Stored items
------

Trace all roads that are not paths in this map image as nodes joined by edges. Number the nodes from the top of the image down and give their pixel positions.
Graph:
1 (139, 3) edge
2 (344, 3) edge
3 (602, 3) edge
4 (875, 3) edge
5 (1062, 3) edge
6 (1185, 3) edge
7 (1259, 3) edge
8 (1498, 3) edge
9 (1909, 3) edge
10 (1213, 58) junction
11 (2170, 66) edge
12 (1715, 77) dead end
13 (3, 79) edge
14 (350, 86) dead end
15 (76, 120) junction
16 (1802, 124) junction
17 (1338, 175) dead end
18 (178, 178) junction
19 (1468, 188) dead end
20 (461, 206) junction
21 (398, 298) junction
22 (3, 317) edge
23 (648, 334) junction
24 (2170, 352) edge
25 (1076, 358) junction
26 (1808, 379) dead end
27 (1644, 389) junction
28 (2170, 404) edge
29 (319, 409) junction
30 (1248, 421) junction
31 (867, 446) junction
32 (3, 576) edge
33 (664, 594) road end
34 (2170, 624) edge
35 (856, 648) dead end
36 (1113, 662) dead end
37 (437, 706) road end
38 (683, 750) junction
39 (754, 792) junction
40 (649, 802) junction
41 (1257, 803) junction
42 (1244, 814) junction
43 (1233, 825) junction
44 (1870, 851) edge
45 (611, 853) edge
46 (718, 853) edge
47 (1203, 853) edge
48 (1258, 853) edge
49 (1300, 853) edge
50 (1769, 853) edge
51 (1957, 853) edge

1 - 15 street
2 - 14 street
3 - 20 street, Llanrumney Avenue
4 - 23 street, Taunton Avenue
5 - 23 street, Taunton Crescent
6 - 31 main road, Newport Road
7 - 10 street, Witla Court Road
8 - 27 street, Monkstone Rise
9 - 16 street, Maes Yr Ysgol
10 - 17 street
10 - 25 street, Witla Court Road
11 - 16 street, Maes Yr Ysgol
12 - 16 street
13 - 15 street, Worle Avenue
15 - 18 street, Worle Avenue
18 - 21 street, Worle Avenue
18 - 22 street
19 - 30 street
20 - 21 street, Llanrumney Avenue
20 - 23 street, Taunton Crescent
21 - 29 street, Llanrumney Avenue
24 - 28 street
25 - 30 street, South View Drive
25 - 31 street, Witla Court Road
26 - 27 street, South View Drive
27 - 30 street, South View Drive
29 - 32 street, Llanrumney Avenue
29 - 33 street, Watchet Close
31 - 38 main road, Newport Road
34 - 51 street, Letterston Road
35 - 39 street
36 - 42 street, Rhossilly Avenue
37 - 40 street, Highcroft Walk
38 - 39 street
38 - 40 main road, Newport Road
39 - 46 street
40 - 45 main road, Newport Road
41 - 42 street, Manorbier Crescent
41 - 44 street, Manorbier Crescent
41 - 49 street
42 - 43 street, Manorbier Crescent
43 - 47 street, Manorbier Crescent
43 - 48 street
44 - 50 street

------

> **Exercise objective**: Repeat the data in full. Nothing may be dropped or altered.

> **Expected output**:
Trace all roads that are not paths in this map image as nodes joined by edges. Number the nodes from the top of the image down and give their pixel positions.
Graph:
1 (139, 3) edge
2 (344, 3) edge
3 (602, 3) edge
4 (875, 3) edge
5 (1062, 3) edge
6 (1185, 3) edge
7 (1259, 3) edge
8 (1498, 3) edge
9 (1909, 3) edge
10 (1213, 58) junction
11 (2170, 66) edge
12 (1715, 77) dead end
13 (3, 79) edge
14 (350, 86) dead end
15 (76, 120) junction
16 (1802, 124) junction
17 (1338, 175) dead end
18 (178, 178) junction
19 (1468, 188) dead end
20 (461, 206) junction
21 (398, 298) junction
22 (3, 317) edge
23 (648, 334) junction
24 (2170, 352) edge
25 (1076, 358) junction
26 (1808, 379) dead end
27 (1644, 389) junction
28 (2170, 404) edge
29 (319, 409) junction
30 (1248, 421) junction
31 (867, 446) junction
32 (3, 576) edge
33 (664, 594) road end
34 (2170, 624) edge
35 (856, 648) dead end
36 (1113, 662) dead end
37 (437, 706) road end
38 (683, 750) junction
39 (754, 792) junction
40 (649, 802) junction
41 (1257, 803) junction
42 (1244, 814) junction
43 (1233, 825) junction
44 (1870, 851) edge
45 (611, 853) edge
46 (718, 853) edge
47 (1203, 853) edge
48 (1258, 853) edge
49 (1300, 853) edge
50 (1769, 853) edge
51 (1957, 853) edge

1 - 15 street
2 - 14 street
3 - 20 street, Llanrumney Avenue
4 - 23 street, Taunton Avenue
5 - 23 street, Taunton Crescent
6 - 31 main road, Newport Road
7 - 10 street, Witla Court Road
8 - 27 street, Monkstone Rise
9 - 16 street, Maes Yr Ysgol
10 - 17 street
10 - 25 street, Witla Court Road
11 - 16 street, Maes Yr Ysgol
12 - 16 street
13 - 15 street, Worle Avenue
15 - 18 street, Worle Avenue
18 - 21 street, Worle Avenue
18 - 22 street
19 - 30 street
20 - 21 street, Llanrumney Avenue
20 - 23 street, Taunton Crescent
21 - 29 street, Llanrumney Avenue
24 - 28 street
25 - 30 street, South View Drive
25 - 31 street, Witla Court Road
26 - 27 street, South View Drive
27 - 30 street, South View Drive
29 - 32 street, Llanrumney Avenue
29 - 33 street, Watchet Close
31 - 38 main road, Newport Road
34 - 51 street, Letterston Road
35 - 39 street
36 - 42 street, Rhossilly Avenue
37 - 40 street, Highcroft Walk
38 - 39 street
38 - 40 main road, Newport Road
39 - 46 street
40 - 45 main road, Newport Road
41 - 42 street, Manorbier Crescent
41 - 44 street, Manorbier Crescent
41 - 49 street
42 - 43 street, Manorbier Crescent
43 - 47 street, Manorbier Crescent
43 - 48 street
44 - 50 street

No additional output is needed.